Pictures stay out of the answer, but every line of the material must be restated exactly.

_MATERIAL TO PROCESS_.
┌──

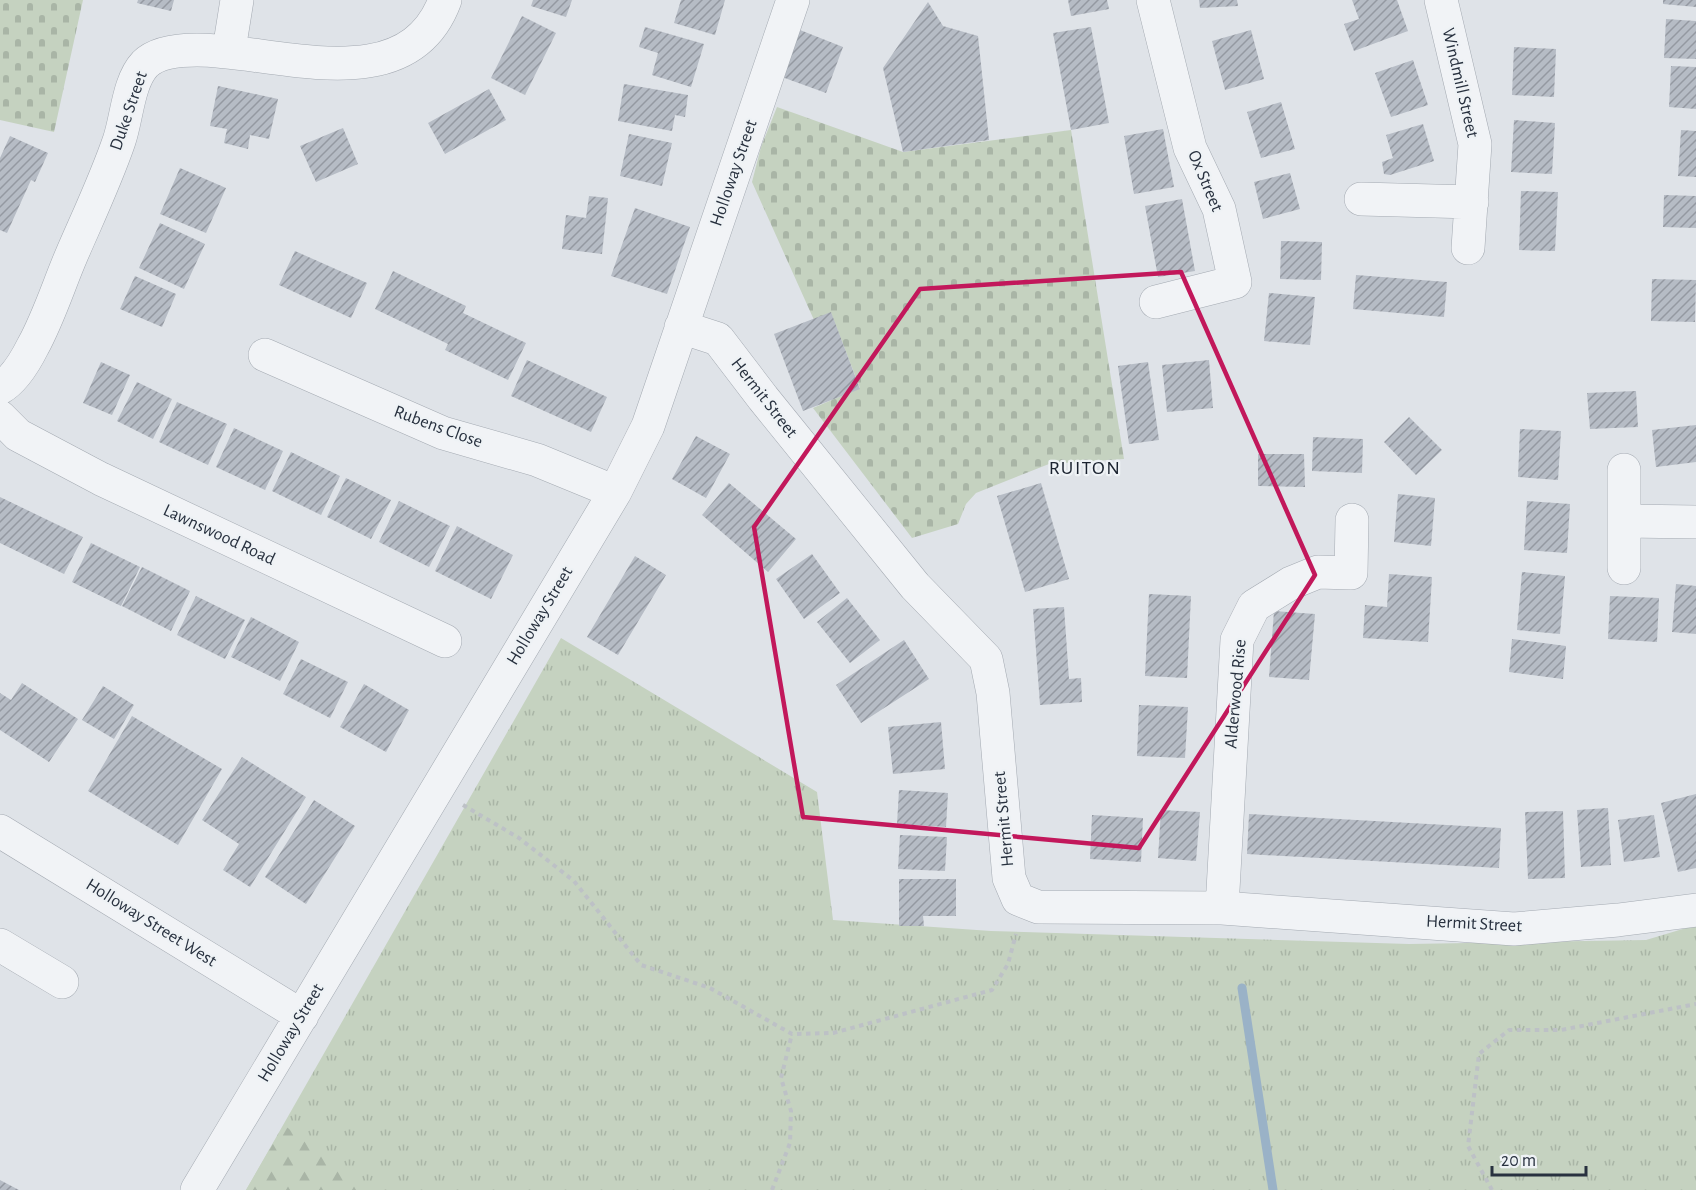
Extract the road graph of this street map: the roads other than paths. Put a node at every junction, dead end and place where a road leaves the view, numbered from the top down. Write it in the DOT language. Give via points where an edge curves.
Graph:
graph roads {
  1 [pos="237,0"];
  2 [pos="445,0"];
  3 [pos="793,0"];
  4 [pos="1153,0"];
  5 [pos="1441,0"];
  6 [pos="229,50"];
  7 [pos="1360,199"];
  8 [pos="1472,202"];
  9 [pos="1468,248"];
  10 [pos="1156,302"];
  11 [pos="681,327"];
  12 [pos="265,355"];
  13 [pos="0,388"];
  14 [pos="0,417"];
  15 [pos="1624,470"];
  16 [pos="615,492"];
  17 [pos="1352,520"];
  18 [pos="1625,521"];
  19 [pos="1696,522"];
  20 [pos="1624,568"];
  21 [pos="445,641"];
  22 [pos="1,835"];
  23 [pos="1222,908"];
  24 [pos="1696,910"];
  25 [pos="0,945"];
  26 [pos="62,982"];
  27 [pos="302,1016"];
  28 [pos="197,1190"];
  1 -- 6 [label="street"];
  2 -- 6 [label="street, Duke Street" via="411,47 382,60 332,64"];
  3 -- 11 [label="street, Holloway Street"];
  4 -- 10 [label="street, Ox Street" via="1190,148 1219,208 1236,282"];
  5 -- 8 [label="street, Windmill Street" via="1475,144"];
  6 -- 13 [label="street, Duke Street" via="181,50 146,64 136,80 116,149 33,346 8,383"];
  7 -- 8 [label="street"];
  8 -- 9 [label="street, Windmill Street"];
  11 -- 16 [label="street, Holloway Street" via="648,426"];
  11 -- 23 [label="street, Hermit Street" via="718,339 915,586 986,659 993,693 1010,878 1018,899 1038,907"];
  12 -- 16 [label="street, Rubens Close" via="443,433 537,460"];
  14 -- 21 [label="street, Lawnswood Road" via="18,435 101,479"];
  15 -- 18 [label="street"];
  16 -- 27 [label="street, Holloway Street"];
  17 -- 23 [label="street, Alderwood Rise" via="1351,573 1318,572 1291,584 1254,606 1237,640"];
  18 -- 19 [label="street"];
  18 -- 20 [label="street"];
  22 -- 27 [label="street, Holloway Street West"];
  23 -- 24 [label="street, Hermit Street" via="1514,928"];
  25 -- 26 [label="street"];
  27 -- 28 [label="street, Holloway Street"];
}
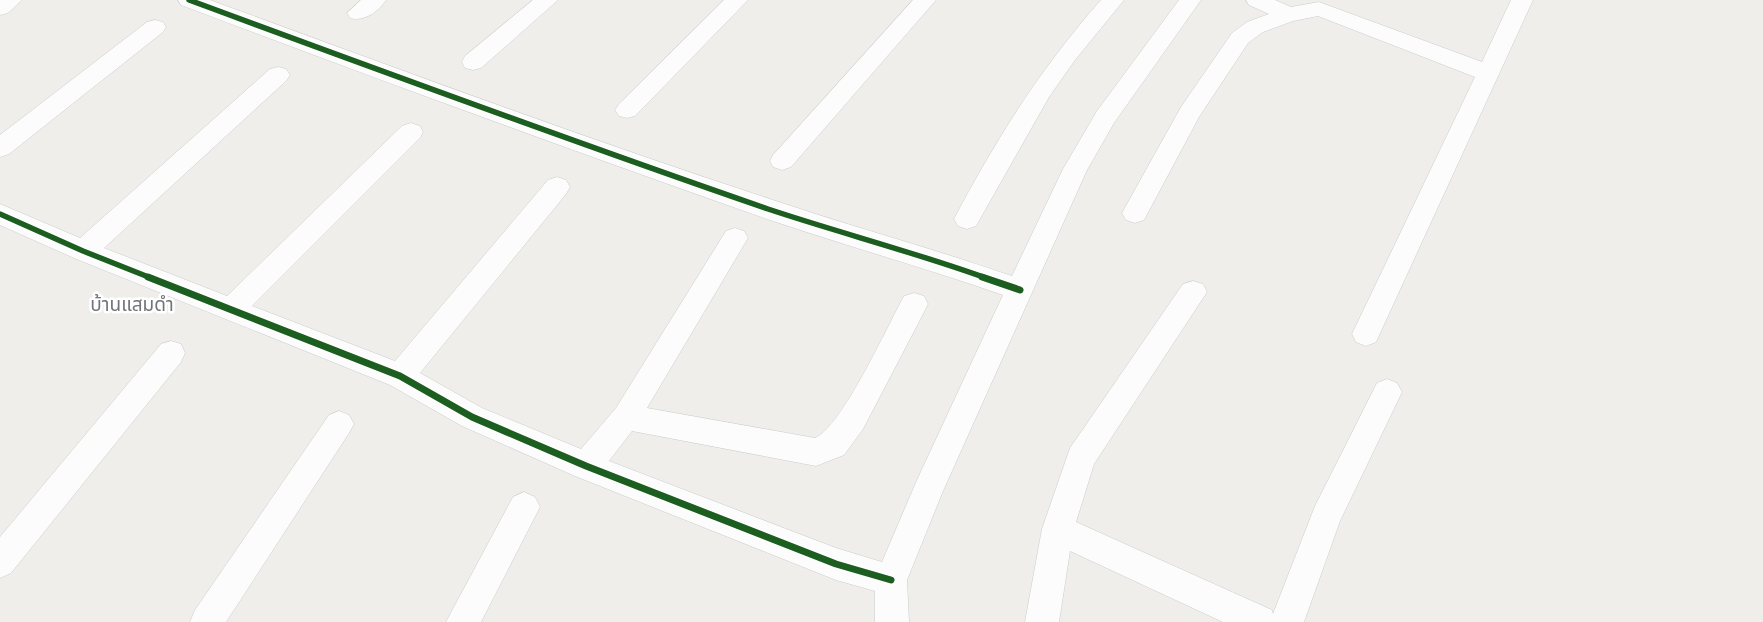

└──

_EXERCISE SOLUTION_.
Extract the road graph of this street map: the roads other than paths. Put a node at every junction, dead end and place where a road leaves the view, numbered from the top down. Write it in the DOT language. Give via points where an edge curves.
Graph:
graph roads {
  1 [pos="237,0"];
  2 [pos="445,0"];
  3 [pos="793,0"];
  4 [pos="1153,0"];
  5 [pos="1441,0"];
  6 [pos="229,50"];
  7 [pos="1360,199"];
  8 [pos="1472,202"];
  9 [pos="1468,248"];
  10 [pos="1156,302"];
  11 [pos="681,327"];
  12 [pos="265,355"];
  13 [pos="0,388"];
  14 [pos="0,417"];
  15 [pos="1624,470"];
  16 [pos="615,492"];
  17 [pos="1352,520"];
  18 [pos="1625,521"];
  19 [pos="1696,522"];
  20 [pos="1624,568"];
  21 [pos="445,641"];
  22 [pos="1,835"];
  23 [pos="1222,908"];
  24 [pos="1696,910"];
  25 [pos="0,945"];
  26 [pos="62,982"];
  27 [pos="302,1016"];
  28 [pos="197,1190"];
  1 -- 6 [label="street"];
  2 -- 6 [label="street, Duke Street" via="411,47 382,60 332,64"];
  3 -- 11 [label="street, Holloway Street"];
  4 -- 10 [label="street, Ox Street" via="1190,148 1219,208 1236,282"];
  5 -- 8 [label="street, Windmill Street" via="1475,144"];
  6 -- 13 [label="street, Duke Street" via="181,50 146,64 136,80 116,149 33,346 8,383"];
  7 -- 8 [label="street"];
  8 -- 9 [label="street, Windmill Street"];
  11 -- 16 [label="street, Holloway Street" via="648,426"];
  11 -- 23 [label="street, Hermit Street" via="718,339 915,586 986,659 993,693 1010,878 1018,899 1038,907"];
  12 -- 16 [label="street, Rubens Close" via="443,433 537,460"];
  14 -- 21 [label="street, Lawnswood Road" via="18,435 101,479"];
  15 -- 18 [label="street"];
  16 -- 27 [label="street, Holloway Street"];
  17 -- 23 [label="street, Alderwood Rise" via="1351,573 1318,572 1291,584 1254,606 1237,640"];
  18 -- 19 [label="street"];
  18 -- 20 [label="street"];
  22 -- 27 [label="street, Holloway Street West"];
  23 -- 24 [label="street, Hermit Street" via="1514,928"];
  25 -- 26 [label="street"];
  27 -- 28 [label="street, Holloway Street"];
}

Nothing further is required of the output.